— PROBLEM TO SOLVE —
From the records beneath, determine how many lines contain "bridge" and report only that figure.

— EXERCISE INPUT —
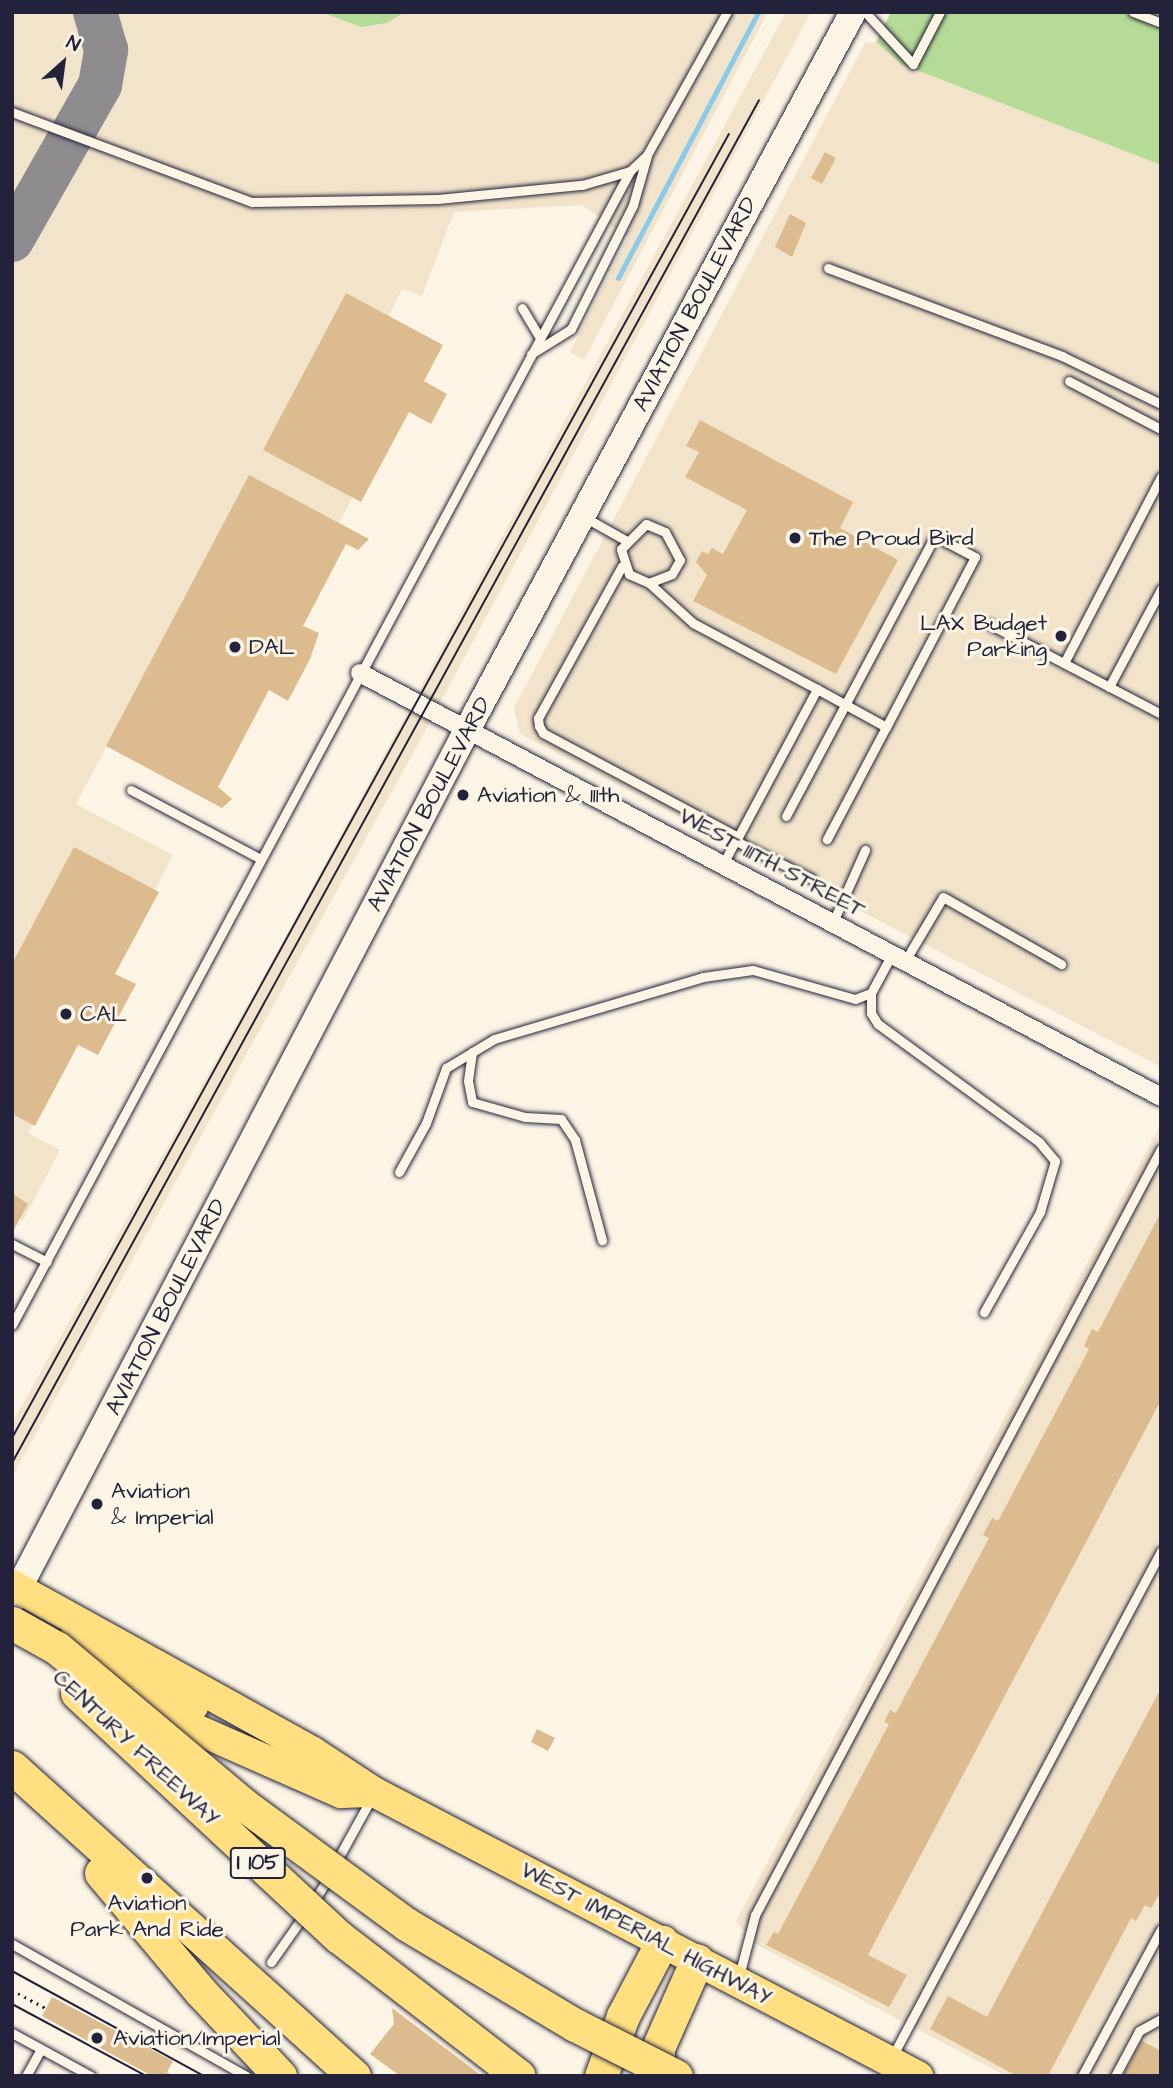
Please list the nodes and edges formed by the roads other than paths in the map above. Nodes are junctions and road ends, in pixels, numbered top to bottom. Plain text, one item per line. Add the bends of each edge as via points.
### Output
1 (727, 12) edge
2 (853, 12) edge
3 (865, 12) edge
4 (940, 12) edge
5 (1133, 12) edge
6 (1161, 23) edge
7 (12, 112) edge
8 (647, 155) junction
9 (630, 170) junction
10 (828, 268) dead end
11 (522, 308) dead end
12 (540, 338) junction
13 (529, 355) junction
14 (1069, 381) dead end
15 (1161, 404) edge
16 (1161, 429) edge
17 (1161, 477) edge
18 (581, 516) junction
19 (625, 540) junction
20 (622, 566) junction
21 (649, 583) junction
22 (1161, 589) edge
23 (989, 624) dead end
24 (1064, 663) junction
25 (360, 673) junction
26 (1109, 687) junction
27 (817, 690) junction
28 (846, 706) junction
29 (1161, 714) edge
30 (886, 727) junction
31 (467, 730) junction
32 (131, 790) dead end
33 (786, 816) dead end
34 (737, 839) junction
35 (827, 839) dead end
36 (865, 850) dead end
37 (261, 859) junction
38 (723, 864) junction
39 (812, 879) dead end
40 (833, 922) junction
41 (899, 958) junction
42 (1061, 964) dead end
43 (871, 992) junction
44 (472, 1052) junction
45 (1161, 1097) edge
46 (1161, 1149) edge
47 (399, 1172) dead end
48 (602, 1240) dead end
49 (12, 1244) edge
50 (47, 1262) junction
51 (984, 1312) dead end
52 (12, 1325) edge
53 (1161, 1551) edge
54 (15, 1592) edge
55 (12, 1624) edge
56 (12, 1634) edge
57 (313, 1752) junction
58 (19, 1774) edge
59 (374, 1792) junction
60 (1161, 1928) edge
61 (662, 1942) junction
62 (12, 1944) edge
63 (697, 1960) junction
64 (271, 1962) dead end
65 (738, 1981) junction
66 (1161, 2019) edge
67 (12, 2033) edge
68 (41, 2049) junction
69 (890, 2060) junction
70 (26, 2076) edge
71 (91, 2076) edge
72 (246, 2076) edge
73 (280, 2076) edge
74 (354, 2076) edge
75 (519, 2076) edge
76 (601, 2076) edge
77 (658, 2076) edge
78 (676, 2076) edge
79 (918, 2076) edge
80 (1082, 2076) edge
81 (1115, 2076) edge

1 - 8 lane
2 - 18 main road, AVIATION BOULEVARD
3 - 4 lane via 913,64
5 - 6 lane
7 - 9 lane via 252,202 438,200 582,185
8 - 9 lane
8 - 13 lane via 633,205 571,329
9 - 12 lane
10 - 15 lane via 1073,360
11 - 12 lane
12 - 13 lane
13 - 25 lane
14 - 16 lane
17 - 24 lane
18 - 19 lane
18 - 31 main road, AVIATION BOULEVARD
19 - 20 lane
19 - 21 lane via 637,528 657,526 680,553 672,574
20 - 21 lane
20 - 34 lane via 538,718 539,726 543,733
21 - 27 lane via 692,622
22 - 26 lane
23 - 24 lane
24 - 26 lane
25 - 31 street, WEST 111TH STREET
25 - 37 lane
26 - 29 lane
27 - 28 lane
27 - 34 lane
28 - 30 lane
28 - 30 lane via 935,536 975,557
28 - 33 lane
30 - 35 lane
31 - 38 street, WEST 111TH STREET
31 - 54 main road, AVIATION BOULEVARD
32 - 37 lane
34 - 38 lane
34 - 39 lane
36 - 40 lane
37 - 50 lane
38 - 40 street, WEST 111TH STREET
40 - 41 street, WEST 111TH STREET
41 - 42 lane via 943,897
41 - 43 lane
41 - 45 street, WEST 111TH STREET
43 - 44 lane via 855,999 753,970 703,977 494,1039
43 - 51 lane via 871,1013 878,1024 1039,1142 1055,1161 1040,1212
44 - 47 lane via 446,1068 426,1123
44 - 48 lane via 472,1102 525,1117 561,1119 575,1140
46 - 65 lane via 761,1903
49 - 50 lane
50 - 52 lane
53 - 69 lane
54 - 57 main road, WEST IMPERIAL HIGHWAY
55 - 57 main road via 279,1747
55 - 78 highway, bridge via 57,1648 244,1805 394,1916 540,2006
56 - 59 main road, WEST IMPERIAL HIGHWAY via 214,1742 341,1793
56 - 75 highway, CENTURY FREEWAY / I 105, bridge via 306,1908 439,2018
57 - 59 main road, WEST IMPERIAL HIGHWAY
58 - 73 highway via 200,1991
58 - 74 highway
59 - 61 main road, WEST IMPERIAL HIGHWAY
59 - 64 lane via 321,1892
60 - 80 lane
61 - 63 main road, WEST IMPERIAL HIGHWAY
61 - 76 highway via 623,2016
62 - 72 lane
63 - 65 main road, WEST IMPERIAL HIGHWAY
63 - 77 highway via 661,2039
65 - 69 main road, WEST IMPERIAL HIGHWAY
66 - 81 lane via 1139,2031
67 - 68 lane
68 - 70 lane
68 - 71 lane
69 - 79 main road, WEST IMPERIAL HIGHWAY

* * *

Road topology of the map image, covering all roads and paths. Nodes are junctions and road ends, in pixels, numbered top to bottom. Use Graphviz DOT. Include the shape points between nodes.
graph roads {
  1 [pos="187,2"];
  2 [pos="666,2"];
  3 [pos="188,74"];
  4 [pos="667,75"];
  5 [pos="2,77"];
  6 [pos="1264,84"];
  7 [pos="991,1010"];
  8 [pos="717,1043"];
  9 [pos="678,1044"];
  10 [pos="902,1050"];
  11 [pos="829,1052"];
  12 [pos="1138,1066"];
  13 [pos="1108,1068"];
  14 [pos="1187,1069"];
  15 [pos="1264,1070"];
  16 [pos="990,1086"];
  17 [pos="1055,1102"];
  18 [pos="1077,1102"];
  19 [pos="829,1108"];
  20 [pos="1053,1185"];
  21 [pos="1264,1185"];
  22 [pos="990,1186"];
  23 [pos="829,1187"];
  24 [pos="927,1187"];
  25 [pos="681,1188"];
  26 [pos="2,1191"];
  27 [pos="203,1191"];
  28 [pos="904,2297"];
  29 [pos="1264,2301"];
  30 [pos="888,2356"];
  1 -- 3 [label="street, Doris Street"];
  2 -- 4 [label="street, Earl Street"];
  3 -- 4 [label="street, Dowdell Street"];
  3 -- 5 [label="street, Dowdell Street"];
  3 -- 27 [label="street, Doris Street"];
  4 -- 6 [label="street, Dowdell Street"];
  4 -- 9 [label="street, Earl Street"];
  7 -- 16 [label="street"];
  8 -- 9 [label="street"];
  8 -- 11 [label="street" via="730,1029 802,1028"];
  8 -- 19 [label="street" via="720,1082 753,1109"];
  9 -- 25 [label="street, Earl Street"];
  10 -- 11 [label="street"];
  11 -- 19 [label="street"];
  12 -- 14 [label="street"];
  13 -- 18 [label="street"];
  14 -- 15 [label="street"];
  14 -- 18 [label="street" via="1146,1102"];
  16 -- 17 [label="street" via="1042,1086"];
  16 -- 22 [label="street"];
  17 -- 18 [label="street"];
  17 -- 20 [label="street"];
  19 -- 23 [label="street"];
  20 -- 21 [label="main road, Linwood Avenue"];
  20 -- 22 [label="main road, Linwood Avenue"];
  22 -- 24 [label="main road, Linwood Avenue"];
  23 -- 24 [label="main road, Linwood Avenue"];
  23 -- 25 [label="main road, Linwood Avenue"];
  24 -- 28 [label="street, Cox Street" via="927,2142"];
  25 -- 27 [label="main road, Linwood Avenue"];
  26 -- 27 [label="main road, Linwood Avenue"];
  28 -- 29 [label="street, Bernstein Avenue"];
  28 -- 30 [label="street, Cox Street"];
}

— RESULT —
2